Konsumsi Solar Subsidi Bakal Tetap hingga 2019

PT Pertamina (Persero) memperkirakan konsumsi solar bersubsidi tidak berubah sampai 2019 sehingga kuota akan cukup.

oleh Pebrianto Eko Wicaksono diperbarui 18 Sep 2018, 20:50 WIB
Sejumlah kendaraan mengisi bahan bakar minyak (BBM) di SPBU Kuningan Jakarta, Sabtu (5/5). Penambahan subsidi solar akan berkisar Rp 500 hingga Rp 1.500 per liter. (Liputan6.com/Johan Tallo)

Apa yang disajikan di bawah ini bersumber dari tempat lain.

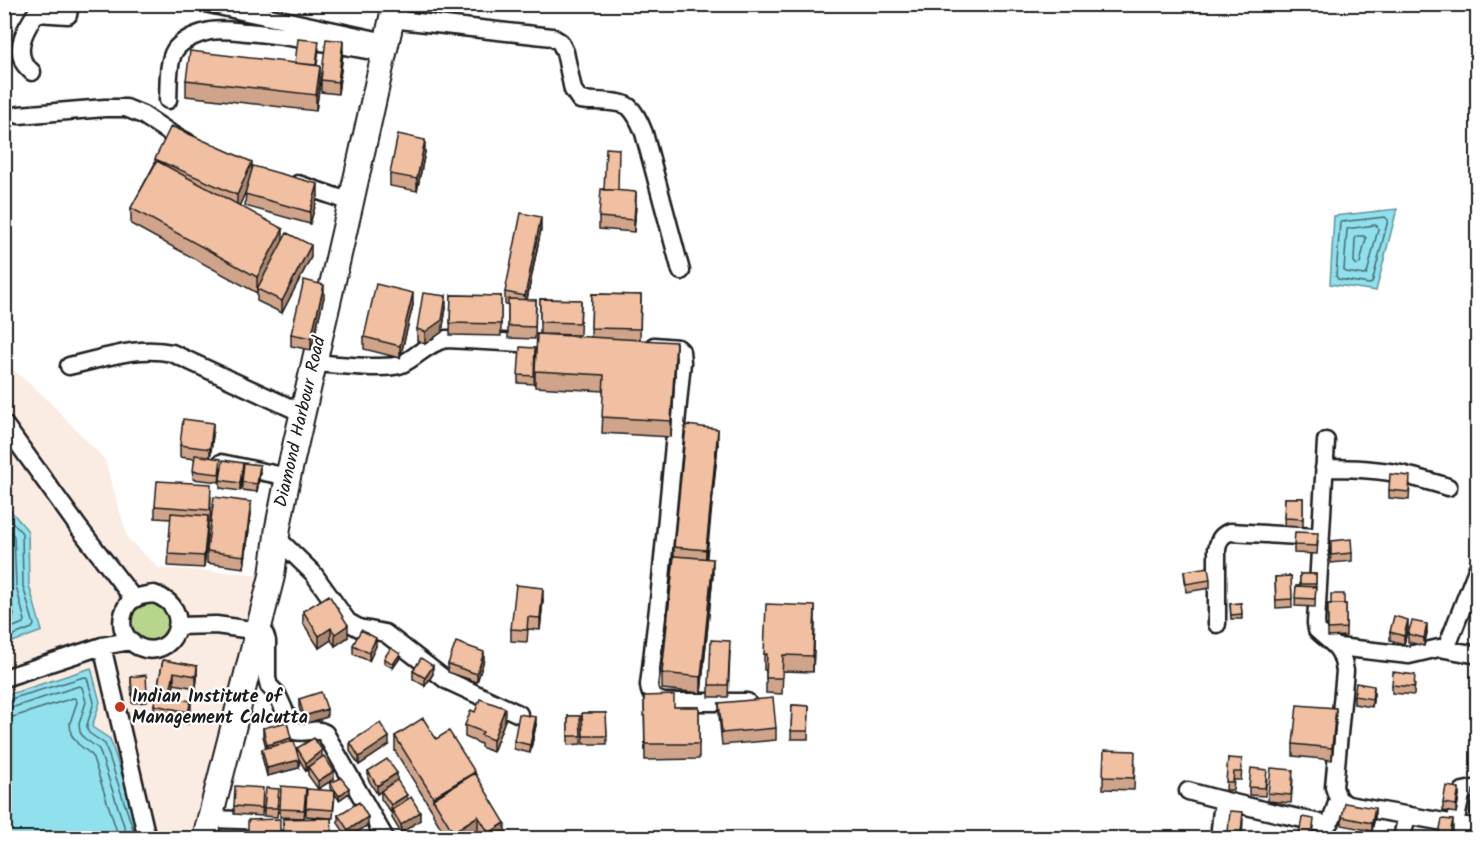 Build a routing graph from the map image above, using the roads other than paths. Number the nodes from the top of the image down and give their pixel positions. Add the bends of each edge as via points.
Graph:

Liputan6.com, Jakarta - PT Pertamina (Persero) memperkirakan konsumsi solar bersubsidi tidak berubah sampai 2019, sehingga kuota yang ditetapkan dalam Rancangan Anggaran Pendapatan Belanja Negara (RAPBN) 2019 akan cukup. Akan tetapi, jumlah tersebut menurun.

Direktur Pemasaran PT Pertamina Retail, Masu'd Khamid mengatak‎an, realisasi konsumsi solar subsidi tahun lalu sebanyak 14,5 juta kilo liter (kl)‎. Sedangkan 2018  dan 2019 diperkirakan sama.

"Solar 14,5 juta kl. Tahun lalu 14,5 juta tahun lalu tahun ini dan tahun depan‎," kata Mas'ud, di Kantor Kementerian Energi Sumber Daya Mineral (ESDM), di Jakarta, Selasa (18/9/2018). 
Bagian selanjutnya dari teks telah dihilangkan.